Posted by: Jérôme | Dec 29 2004 21:13 utc | 9

Jerome, do windmills have to be close to their intended market to not lose most energy via friction? The entire middle of America is declining agriculturally, but it blows & blows. I’ve wondered if it makes sense to convert that great wasteland into huge windmill farms?
You might also enjoy this art. from Am. press w/ info. on solar developments/investments in Germany, which is quickly galloping past America & France, from what you say.
“Muhlhausen, Germany — A solar-power project built by a Berkeley company may point Germany toward a pollution-free future.
Set in the heart of Bavarian farmland, the 30-acre facility went online earlier this month, becoming the biggest solar energy plant in the world.
For the government of Chancellor Gerhard Schroeder, the Muhlhausen solar farm represents a gamble that Germany, the world’s third biggest economy, can replace its principal energy sources — coal, natural gas, oil and nuclear power — with clean, safe and renewable alternatives.
“There’s a huge amount of opportunity here in Germany because the government has created a system that encourages large installations,” said Thomas Dinwoodie, chief executive officer of PowerLight Corp. of Berkeley, which built and operates the Muhlhausen facility and two other solar parks nearby.
…………
But Germany’s experience suggests that the profit motive is the key — alternative energy sectors grow fastest when users are able to make money on the energy they generate.
A law that has been in effect for a year stipulates that the nation’s electric utility companies must buy all wind and solar power generated by residential, commercial and industrial users at a price 10 times higher than the rate that users are charged for the electricity provided by the utilities from coal, nuclear or natural gas plants.
Enticed by the guarantee of selling electricity at 46 euro cents (about 62 U.S. cents) per kilowatt hour for the next 20 years, as stipulated by the new rule, Berkeley’s PowerLight Corp. needed no further prompting. CEO Dinwoodie went to a large investment bank in Frankfurt, Deutsche Structured Finance, and got a $65 million investment.
“The financers don’t care about solar per se, and that’s why this system works here,” said Dinwoodie. “This is conventional financing, this is the market itself working. There is no government spending.” Dinwoodie is so bullish on Germany that he opened an office in the small city of Regensburg, near the Muhlhausen project, and his wife and two children moved from Berkeley in August to live with him there. He now is busy lining up new solar investment projects around the country.”
Link

Posted by: jj | Dec 30 2004 6:15 utc | 10

Thanks J!

Posted by: stoy | Dec 30 2004 7:22 utc | 11

Jérôme, its late and I am tired, but I keep think that I need to get in on the action. I would like to see co-op owned wind farms. I want to see the public gain ground in the energy sector and lessen the monopoly on electricity/power that the big petro corporations now have. Could you sketch out a vision of this, if you would be so generous and so inclined?

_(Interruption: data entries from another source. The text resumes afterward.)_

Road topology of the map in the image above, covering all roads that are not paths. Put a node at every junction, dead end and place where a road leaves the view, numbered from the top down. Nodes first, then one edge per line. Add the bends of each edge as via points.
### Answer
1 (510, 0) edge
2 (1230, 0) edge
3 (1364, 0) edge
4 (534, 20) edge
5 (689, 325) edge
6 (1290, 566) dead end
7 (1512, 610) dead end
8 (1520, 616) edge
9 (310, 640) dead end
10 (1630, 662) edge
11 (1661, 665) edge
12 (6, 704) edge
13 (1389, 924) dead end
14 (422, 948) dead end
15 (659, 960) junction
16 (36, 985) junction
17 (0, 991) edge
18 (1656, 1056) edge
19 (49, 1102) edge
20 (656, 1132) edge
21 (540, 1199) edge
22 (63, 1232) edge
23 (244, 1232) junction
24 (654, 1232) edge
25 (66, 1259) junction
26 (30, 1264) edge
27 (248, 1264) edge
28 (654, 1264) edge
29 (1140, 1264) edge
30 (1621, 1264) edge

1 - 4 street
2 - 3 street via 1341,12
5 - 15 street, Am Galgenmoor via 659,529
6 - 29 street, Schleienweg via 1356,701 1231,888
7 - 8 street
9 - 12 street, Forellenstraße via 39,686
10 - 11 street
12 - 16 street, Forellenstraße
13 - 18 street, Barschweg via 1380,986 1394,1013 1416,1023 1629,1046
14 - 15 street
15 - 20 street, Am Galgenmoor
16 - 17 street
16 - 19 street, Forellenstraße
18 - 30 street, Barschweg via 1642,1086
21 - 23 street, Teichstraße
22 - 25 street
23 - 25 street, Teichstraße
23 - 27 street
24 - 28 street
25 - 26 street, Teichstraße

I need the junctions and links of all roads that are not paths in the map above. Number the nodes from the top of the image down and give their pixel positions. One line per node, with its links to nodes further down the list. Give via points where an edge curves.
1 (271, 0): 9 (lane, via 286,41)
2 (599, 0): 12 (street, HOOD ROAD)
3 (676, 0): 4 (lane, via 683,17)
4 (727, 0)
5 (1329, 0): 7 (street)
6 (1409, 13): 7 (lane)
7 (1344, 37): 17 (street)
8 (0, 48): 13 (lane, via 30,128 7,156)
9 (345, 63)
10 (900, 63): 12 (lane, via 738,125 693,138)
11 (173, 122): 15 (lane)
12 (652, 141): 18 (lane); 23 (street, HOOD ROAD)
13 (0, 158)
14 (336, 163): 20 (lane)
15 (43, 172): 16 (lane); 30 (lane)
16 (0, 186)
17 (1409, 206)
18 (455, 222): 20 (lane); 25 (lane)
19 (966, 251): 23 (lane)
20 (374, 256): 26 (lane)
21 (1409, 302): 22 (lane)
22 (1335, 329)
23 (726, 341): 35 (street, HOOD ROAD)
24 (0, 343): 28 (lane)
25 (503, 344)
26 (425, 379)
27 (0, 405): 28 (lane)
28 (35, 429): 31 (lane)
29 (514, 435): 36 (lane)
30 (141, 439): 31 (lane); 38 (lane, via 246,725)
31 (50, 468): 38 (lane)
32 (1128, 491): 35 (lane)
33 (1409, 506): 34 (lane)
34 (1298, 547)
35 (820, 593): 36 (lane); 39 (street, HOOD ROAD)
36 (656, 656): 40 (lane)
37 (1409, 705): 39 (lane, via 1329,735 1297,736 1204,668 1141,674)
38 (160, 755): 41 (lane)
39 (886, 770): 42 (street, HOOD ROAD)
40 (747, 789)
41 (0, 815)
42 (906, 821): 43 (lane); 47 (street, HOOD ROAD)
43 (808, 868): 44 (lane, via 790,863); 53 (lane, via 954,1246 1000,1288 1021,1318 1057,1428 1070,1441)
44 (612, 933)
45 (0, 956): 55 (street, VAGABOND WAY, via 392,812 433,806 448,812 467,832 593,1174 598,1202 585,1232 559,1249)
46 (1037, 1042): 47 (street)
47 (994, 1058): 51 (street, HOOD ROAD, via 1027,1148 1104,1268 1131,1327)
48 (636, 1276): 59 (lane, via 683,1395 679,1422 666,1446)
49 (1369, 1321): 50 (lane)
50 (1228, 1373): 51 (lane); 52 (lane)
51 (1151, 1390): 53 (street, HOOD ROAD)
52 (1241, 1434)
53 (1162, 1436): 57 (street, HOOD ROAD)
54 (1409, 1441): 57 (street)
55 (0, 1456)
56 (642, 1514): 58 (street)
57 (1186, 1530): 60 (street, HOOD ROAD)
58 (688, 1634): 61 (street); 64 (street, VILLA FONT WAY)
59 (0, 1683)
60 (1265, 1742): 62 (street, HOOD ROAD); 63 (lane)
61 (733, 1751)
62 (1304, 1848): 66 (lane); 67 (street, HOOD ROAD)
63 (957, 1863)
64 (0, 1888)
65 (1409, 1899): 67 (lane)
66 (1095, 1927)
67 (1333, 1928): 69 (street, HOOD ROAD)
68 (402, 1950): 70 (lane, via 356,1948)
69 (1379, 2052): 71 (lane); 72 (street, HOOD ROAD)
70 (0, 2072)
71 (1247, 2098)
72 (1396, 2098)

Posted by: stoy | Dec 30 2004 7:27 utc | 12

Merci bien for your answer, Jérôme – fascinating stuff. (What did you call processes like those you sketched – the slow solution of RBBPs? Great!)
We try to save as much energy as we can in our everyday routines, and we don’t buy electricity from nuclear providers, but there is surely much more we can do. One of the projects for 2005.